Lesley Downer is one of the most unusual authors writing in English. Years ago, determined to become an expert on the Japanese geisha, ultra-sophisticated entertainers and hostesses who are neither prostitutes nor courtesans, she became a Kyoto geisha herself and wrote Geisha: The Secret History of a Vanishing World.
Now she has written her second novel (the first being The Last Concubine), the story of Hana, a young samurai wife in the late 1860s. She lives in Edo, soon to become Tokyo, the capital of Japan. The country is being ripped apart by civil war — vividly narrated here — and, no longer isolated, is adopting enough Western ways to escape the colonialism that afflicted most of the rest of Asia.

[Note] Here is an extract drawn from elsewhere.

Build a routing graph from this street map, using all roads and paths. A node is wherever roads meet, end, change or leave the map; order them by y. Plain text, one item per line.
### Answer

As in Downer’s previous books I noticed her careful research. But what we want are characters and a story. She shows us characters we come almost to love, while others are awful or ambiguous. Hana, only 17, is married to a ferocious samurai who beats and rapes her constantly, par for that world. Fleeing from her home to escape the colliding armies — her husband is far away, commanding one of them — Hana winds up in the Yoshiwara, Edo’s pleasure quarter where, at first to her shame, but soon to her own pleasure, she becomes a courtesan.

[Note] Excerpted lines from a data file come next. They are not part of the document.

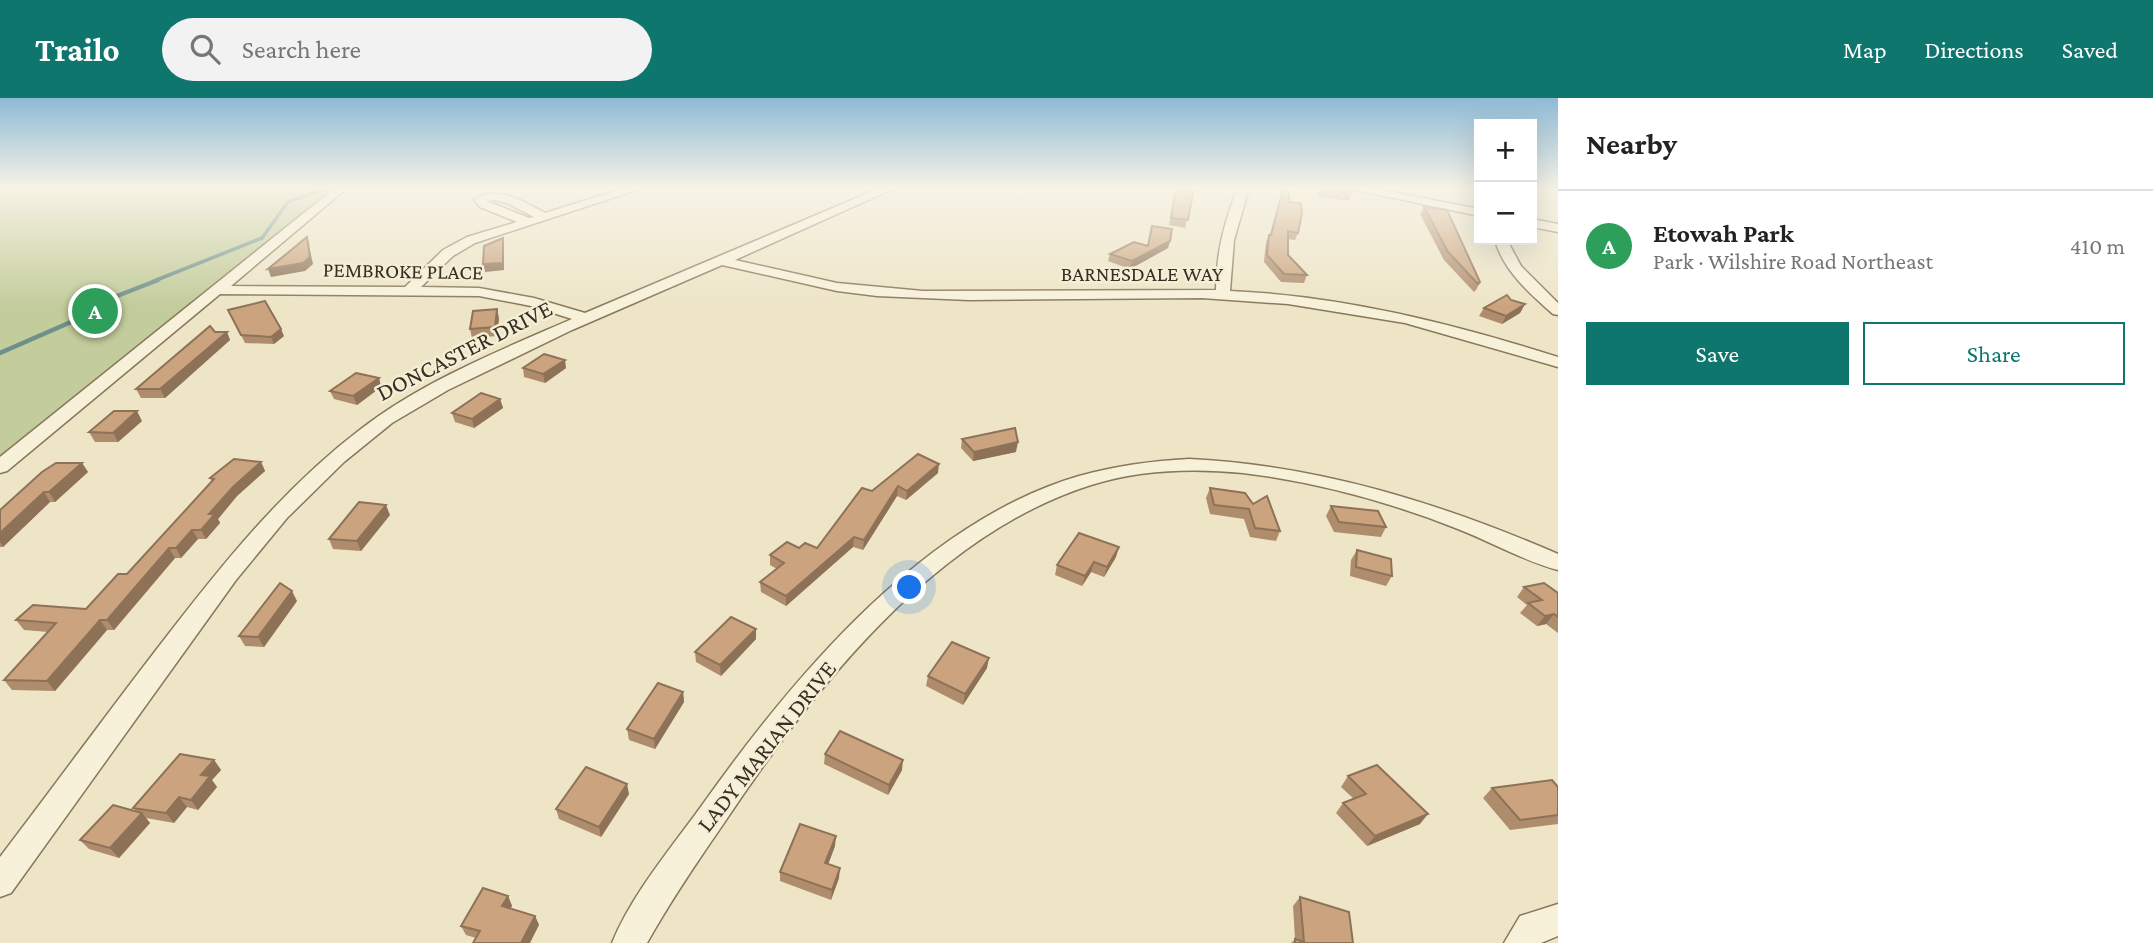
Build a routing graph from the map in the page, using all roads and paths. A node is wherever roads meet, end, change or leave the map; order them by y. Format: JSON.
{"nodes":[{"id":1,"x":294,"y":227,"type":"edge"},
{"id":2,"x":510,"y":227,"type":"edge"},
{"id":3,"x":799,"y":227,"type":"edge"},
{"id":4,"x":1231,"y":227,"type":"edge"},
{"id":5,"x":1502,"y":245,"type":"edge"},
{"id":6,"x":721,"y":261,"type":"junction"},
{"id":7,"x":217,"y":290,"type":"junction"},
{"id":8,"x":410,"y":290,"type":"junction"},
{"id":9,"x":1223,"y":295,"type":"junction"},
{"id":10,"x":1558,"y":312,"type":"edge"},
{"id":11,"x":585,"y":318,"type":"junction"},
{"id":12,"x":1558,"y":362,"type":"edge"},
{"id":13,"x":0,"y":467,"type":"edge"},
{"id":14,"x":1558,"y":563,"type":"edge"},
{"id":15,"x":0,"y":882,"type":"edge"},
{"id":16,"x":1558,"y":920,"type":"edge"},
{"id":17,"x":629,"y":943,"type":"edge"},
{"id":18,"x":1521,"y":943,"type":"edge"}],
"edges":[{"from":1,"to":7,"type":"street"},
{"from":2,"to":8,"type":"street"},
{"from":3,"to":6,"type":"street","name":"DONCASTER DRIVE"},
{"from":4,"to":9,"type":"street"},
{"from":5,"to":10,"type":"street"},
{"from":6,"to":9,"type":"street","name":"BARNESDALE WAY"},
{"from":6,"to":11,"type":"street","name":"DONCASTER DRIVE"},
{"from":7,"to":8,"type":"street","name":"PEMBROKE PLACE"},
{"from":7,"to":13,"type":"street"},
{"from":8,"to":11,"type":"street","name":"PEMBROKE PLACE"},
{"from":9,"to":12,"type":"street","name":"BARNESDALE WAY"},
{"from":11,"to":15,"type":"street","name":"DONCASTER DRIVE"},
{"from":14,"to":17,"type":"street","name":"LADY MARIAN DRIVE"},
{"from":16,"to":18,"type":"street"}]}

Before long, she is the most sought-after beauty in the Yoshiwara. She’s a vision. Thick with aromatic pomade, her hair is piled into ‘towering loops and coils, smooth and shiny as polished lacquer.’ Her teeth are a sexy black, soft white wax covers her throat, face and chest, and she is dusted with clouds of white rice powder. Only the nape of her neck is left naked, a reverse décolletage that drives men crazy.